Opened 2 years ago

Closed 16 months ago

#1742 closed bug (fixed)

MPI_SUCCESS returned but erroneous write done when trying to write between [2^31 - 4096, 2^31 [ bytes

Reported by: ericch Owned by: robl
Priority: major Milestone: future
Component: mpich Keywords:
Cc: robl@…

Description (last modified by robl)

MPI IO is not correctly writing more than (2^31 - 4096) but less than 2^31 bytes even if MPI_SUCCESS is returned...

Also, since there IS a limit of 2^31 bytes, I propose that MPI should give a #define for describing this limit in bytes, something like MPIIO_MAX_BYTES_PER_TRANSACTION for the programmer to be able to write code base on this #define...

Moreover, I suggest to raise this limit to 2^64, since it is not a worthy exercise to write code that reads by bunch of MPIIO_MAX_BYTES_PER_TRANSACTION bytes...

Here is the output of the test code included:

---------------------------------------------------------------

----------------------------------------
We try to write 268435455 long int(2147483640 bytes)
----------------------------------------

Wrote everything with and MPI_file_write returned OK...

Readed everything with and MPI_file_write returned OK...

***********************************************
ERROR! array is WRONG at indice:268434944, the wrong value is: -1

This is indice 511 from the END of the array
  or offset 4088 bytes from the END of the array
***********************************************
---------------------------------------------------------------

and attached is a very simple test code that demonstrates this problem.

Thanks,

Eric

Attachments (2)

write_3Gb.cc (3.2 KB) - added by ericch 2 years ago.
The test code to clearly demonstrat the wrong behavior
write_by2GB.cc (5.2 KB) - added by ericch 2 years ago.
Code for writing by blocs of ~2GB to bypass the MPI limitation

Download all attachments as: .zip

Change History (8)

Changed 2 years ago by ericch

The test code to clearly demonstrat the wrong behavior

comment:1 Changed 2 years ago by ericch

  • Milestone changed from mpich-3.0 to future

I have to add this information:

The test code is clearly showing that there is something wrong with either the read OR write.

If you take a look at the binary file, you will see that the numbers written after (2^31 - 4096 bytes) are *wrong*. So the writing *is* wring.

If you write correctly that many bytes, you will see that the reading is wrong too!

Here is a second example (write_by2GB.cc) in which I write by blocs of (2^31 -4096) bytes to bypass this.
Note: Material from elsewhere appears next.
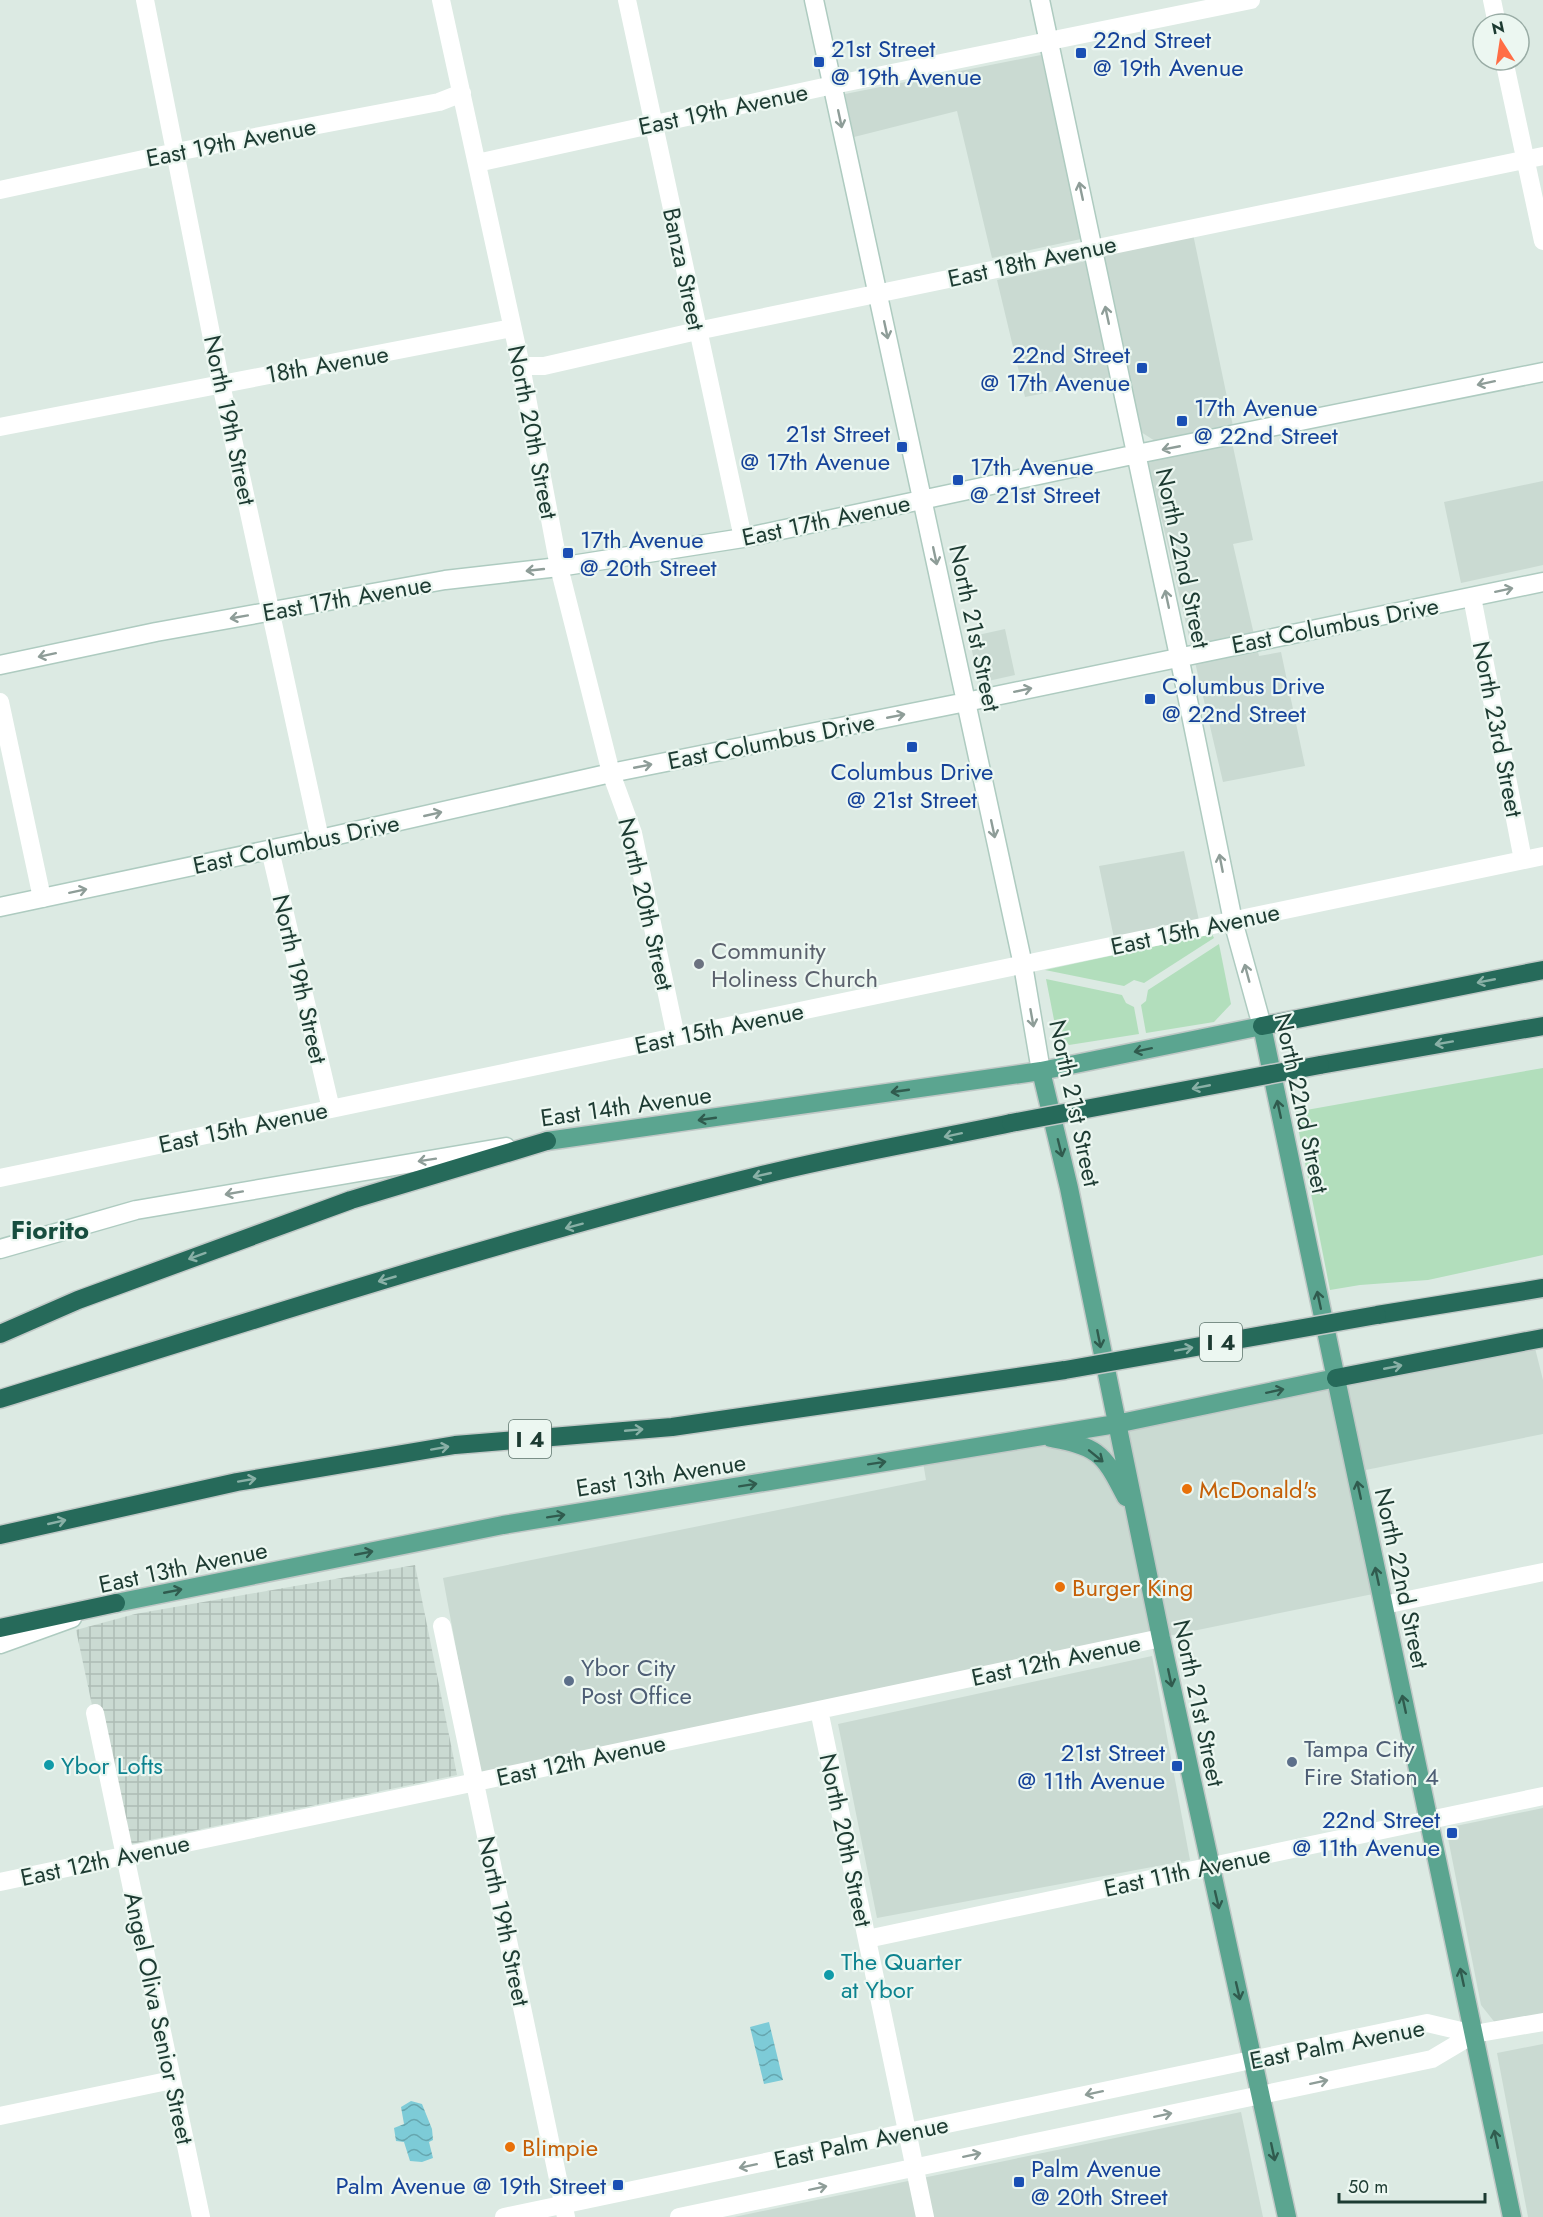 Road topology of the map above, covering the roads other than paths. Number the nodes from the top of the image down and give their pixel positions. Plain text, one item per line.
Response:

You can verify that the reading is really wrong with that test.

Eric

Changed 2 years ago by ericch

Code for writing by blocs of ~2GB to bypass the MPI limitation

comment:2 Changed 2 years ago by thakur

  • Cc robl@… added
  • Owner set to robl
  • Status changed from new to assigned

comment:3 Changed 2 years ago by goodell

It's unfortunately not surprising that this is currently broken. We recently enabled -Wshorten-64-to-32, which should go a long way towards helping us correct this bug (once we fix all instances), but further work may also be needed.

comment:4 Changed 16 months ago by robl

  • Description modified (diff)

Sorry it took me so long to look at this. The fix is actually pretty easy: write(2) and read(2) don't *have* to read or write "count" bytes. I added looping to the syscalls.

Still to do:

  • The status object is almost definitely not being updated correctly.
  • I have only fixed this in ADIOI_GEN_ReadContig and WriteContig?. Other file systems will need to be updated.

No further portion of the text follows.